Stacey rose and dressed and went 
down to breakfast. Mrs. Mills defended Herman against the charge of 
laziness: "He's probably been out late all the week." 
Stacey found Mott in the county courthouse, and a perfunctory 
examination soon put him in possession of a certificate. There was no 
question of his attainments. 
Herman met him at dinner-time. 
"Well, elder, I'm going down to get a rig to go out home in. It's colder'n 
a blue whetstone, so put on all the clothes you've got. Gimme your 
check, and I'll get your traps. Have you seen Mott?" 
"Yes." 
"Well, then, everything's all fixed." 
He turned up about three o'clock, seated on the spring seat of a lumber 
wagon beside a woman, who drove the powerful team. Whether she 
was young or old could not be told through her wraps. She wore a cap 
and a thick, faded cloak. 
Mrs. Mills hurried to the door. "Why, Mattie Allen! What you doin' out 
such a day as this? Come in here instanter!" 
"Can't stop," called a clear, boyish voice. "Too late." 
"Well, land o' stars!--you'll freeze." 
When Wallace reached the wagon side, Herman said, "My sister, 
Stacey." 
The girl slipped her strong brown hand out of her huge glove and gave
him a friendly grip. "Get right in," she said. "Herman, you're going to 
stand up behind." 
Herman appealed to Mrs. Mills for sympathy. "This is what comes of 
having plebeian connections." 
"Oh, dry up," laughed the girl, "or I'll make you drive." 

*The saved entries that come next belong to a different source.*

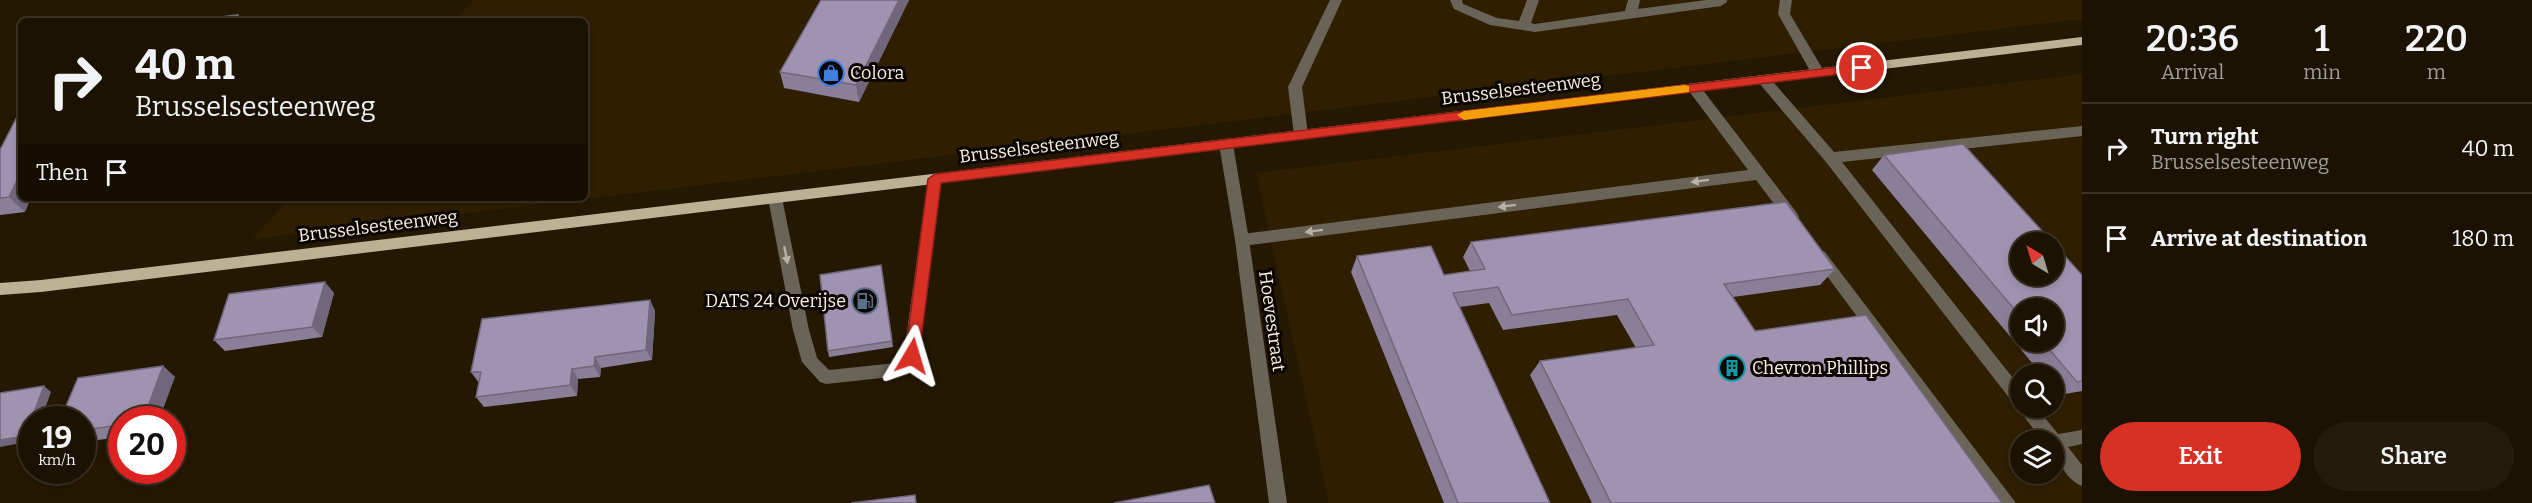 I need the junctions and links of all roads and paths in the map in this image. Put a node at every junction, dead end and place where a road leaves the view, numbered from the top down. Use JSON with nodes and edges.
{"nodes":[{"id":1,"x":1335,"y":0,"type":"edge"},
{"id":2,"x":1456,"y":0,"type":"edge"},
{"id":3,"x":1533,"y":0,"type":"edge"},
{"id":4,"x":1634,"y":0,"type":"edge"},
{"id":5,"x":1721,"y":0,"type":"edge"},
{"id":6,"x":1786,"y":0,"type":"edge"},
{"id":7,"x":1631,"y":15,"type":"junction"},
{"id":8,"x":1524,"y":26,"type":"junction"},
{"id":9,"x":2082,"y":41,"type":"edge"},
{"id":10,"x":1818,"y":73,"type":"junction"},
{"id":11,"x":1764,"y":80,"type":"junction"},
{"id":12,"x":1694,"y":88,"type":"junction"},
{"id":13,"x":2082,"y":131,"type":"edge"},
{"id":14,"x":1301,"y":135,"type":"junction"},
{"id":15,"x":1226,"y":144,"type":"junction"},
{"id":16,"x":1831,"y":159,"type":"junction"},
{"id":17,"x":1758,"y":174,"type":"junction"},
{"id":18,"x":935,"y":179,"type":"junction"},
{"id":19,"x":774,"y":198,"type":"junction"},
{"id":20,"x":1242,"y":240,"type":"junction"},
{"id":21,"x":0,"y":289,"type":"edge"},
{"id":22,"x":2010,"y":386,"type":"edge"},
{"id":23,"x":2035,"y":418,"type":"edge"},
{"id":24,"x":2045,"y":430,"type":"edge"},
{"id":25,"x":2082,"y":437,"type":"edge"},
{"id":26,"x":2064,"y":440,"type":"edge"},
{"id":27,"x":2064,"y":454,"type":"edge"},
{"id":28,"x":2082,"y":478,"type":"edge"},
{"id":29,"x":1278,"y":503,"type":"edge"},
{"id":30,"x":2007,"y":503,"type":"edge"}],
"edges":[{"from":1,"to":14,"type":"street"},
{"from":2,"to":8,"type":"street"},
{"from":3,"to":8,"type":"street"},
{"from":4,"to":7,"type":"street"},
{"from":5,"to":7,"type":"street"},
{"from":6,"to":10,"type":"street"},
{"from":7,"to":8,"type":"street"},
{"from":9,"to":10,"type":"main road","name":"Brusselsesteenweg"},
{"from":10,"to":11,"type":"main road","name":"Brusselsesteenweg"},
{"from":11,"to":12,"type":"main road","name":"Brusselsesteenweg"},
{"from":11,"to":16,"type":"street"},
{"from":12,"to":14,"type":"main road","name":"Brusselsesteenweg"},
{"from":12,"to":17,"type":"street"},
{"from":13,"to":16,"type":"street"},
{"from":14,"to":15,"type":"main road","name":"Brusselsesteenweg"},
{"from":15,"to":18,"type":"main road","name":"Brusselsesteenweg"},
{"from":15,"to":20,"type":"street","name":"Hoevestraat"},
{"from":16,"to":22,"type":"street"},
{"from":17,"to":20,"type":"street","one_way":true},
{"from":17,"to":30,"type":"street"},
{"from":18,"to":19,"type":"main road","name":"Brusselsesteenweg"},
{"from":19,"to":18,"type":"street","one_way":true},
{"from":19,"to":21,"type":"main road","name":"Brusselsesteenweg"},
{"from":20,"to":29,"type":"street","name":"Hoevestraat"},
{"from":23,"to":24,"type":"street"},
{"from":25,"to":26,"type":"street"},
{"from":27,"to":28,"type":"street"}]}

Stacey scrambled in awkwardly beside her. She was not at all 
embarrassed, apparently. 
"Tuck yourself in tight. It's mighty cold on the prairie." 
"Why didn't you come down with the baroosh?" grumbled Herman. 
"Well, the corn was contracted for, and father wasn't able to come--he 
had another attack of neuralgia last night after he got the corn 
loaded--so I had to come." 
"Sha'n't I drive for you?" asked Wallace. 
"No, thank you. You'll have all you can do to keep from freezing." She 
looked at his thin coat and worn gloves with keen eyes. He could see 
only her pink cheeks, strong nose, and dark, smiling eyes. 
It was one of those terrible Illinois days when the temperature drops 
suddenly to zero, and the churned mud of the highways hardens into a 
sort of scoriac rock, which cripples the horses and sends the heavy 
wagons booming and thundering along like mad things. The wind was 
keen and terrible as a saw-bladed sword, and smote incessantly. The 
desolate sky was one thick, impenetrable mass of swiftly flying clouds. 
When they swung out upon the long pike leading due north, Wallace 
drew his breath with a gasp, and bent his head to the wind. 
"Pretty strong, isn't it?" shouted Mattie. 
"Oh, the farmer's life is the life for me, tra-la!" sang Herman, from his 
shelter behind the seat.
Mattie turned. "What do you think of Penelope this month?" 
"She's a-gitten there," said Herman, pounding his shoe heels. 
"She's too smart for young Corey. She ought to marry a man like 
Bromfield. My! wouldn't they talk?" 
"Did y' get the second bundle of magazines last Saturday?" 
"Yes; and dad found something in the Popular Science that made him 
mad, and he burned it." 
"Did 'e? Tum-la-la! Oh, the farmer's life for me!" 
"Are you cold?" she asked Wallace. 
He turned a purple face upon her. "No--not much." 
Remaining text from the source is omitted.